### DATASET RECORDS
# # #

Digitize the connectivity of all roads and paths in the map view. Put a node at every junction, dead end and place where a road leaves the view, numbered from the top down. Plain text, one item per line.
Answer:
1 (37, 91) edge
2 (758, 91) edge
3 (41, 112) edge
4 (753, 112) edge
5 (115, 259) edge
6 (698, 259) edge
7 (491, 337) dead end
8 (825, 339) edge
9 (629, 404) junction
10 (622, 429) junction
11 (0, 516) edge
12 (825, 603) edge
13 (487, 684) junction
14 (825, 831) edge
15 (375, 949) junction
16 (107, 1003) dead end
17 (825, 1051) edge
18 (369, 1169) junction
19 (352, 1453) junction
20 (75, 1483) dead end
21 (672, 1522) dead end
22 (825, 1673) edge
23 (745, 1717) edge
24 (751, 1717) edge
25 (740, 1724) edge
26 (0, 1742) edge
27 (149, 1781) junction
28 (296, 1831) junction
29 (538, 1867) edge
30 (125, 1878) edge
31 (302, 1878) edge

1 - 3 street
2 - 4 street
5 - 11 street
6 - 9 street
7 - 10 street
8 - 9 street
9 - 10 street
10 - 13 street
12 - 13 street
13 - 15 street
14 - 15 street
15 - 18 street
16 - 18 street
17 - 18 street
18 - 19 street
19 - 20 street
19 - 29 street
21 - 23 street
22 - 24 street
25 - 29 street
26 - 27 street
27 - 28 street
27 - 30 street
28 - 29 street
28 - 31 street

# # #

### EXERCISE DETAILS
Transcribe every record above word for word.

### RESPONSE TO THE TASK
Digitize the connectivity of all roads and paths in the map view. Put a node at every junction, dead end and place where a road leaves the view, numbered from the top down. Plain text, one item per line.
Answer:
1 (37, 91) edge
2 (758, 91) edge
3 (41, 112) edge
4 (753, 112) edge
5 (115, 259) edge
6 (698, 259) edge
7 (491, 337) dead end
8 (825, 339) edge
9 (629, 404) junction
10 (622, 429) junction
11 (0, 516) edge
12 (825, 603) edge
13 (487, 684) junction
14 (825, 831) edge
15 (375, 949) junction
16 (107, 1003) dead end
17 (825, 1051) edge
18 (369, 1169) junction
19 (352, 1453) junction
20 (75, 1483) dead end
21 (672, 1522) dead end
22 (825, 1673) edge
23 (745, 1717) edge
24 (751, 1717) edge
25 (740, 1724) edge
26 (0, 1742) edge
27 (149, 1781) junction
28 (296, 1831) junction
29 (538, 1867) edge
30 (125, 1878) edge
31 (302, 1878) edge

1 - 3 street
2 - 4 street
5 - 11 street
6 - 9 street
7 - 10 street
8 - 9 street
9 - 10 street
10 - 13 street
12 - 13 street
13 - 15 street
14 - 15 street
15 - 18 street
16 - 18 street
17 - 18 street
18 - 19 street
19 - 20 street
19 - 29 street
21 - 23 street
22 - 24 street
25 - 29 street
26 - 27 street
27 - 28 street
27 - 30 street
28 - 29 street
28 - 31 street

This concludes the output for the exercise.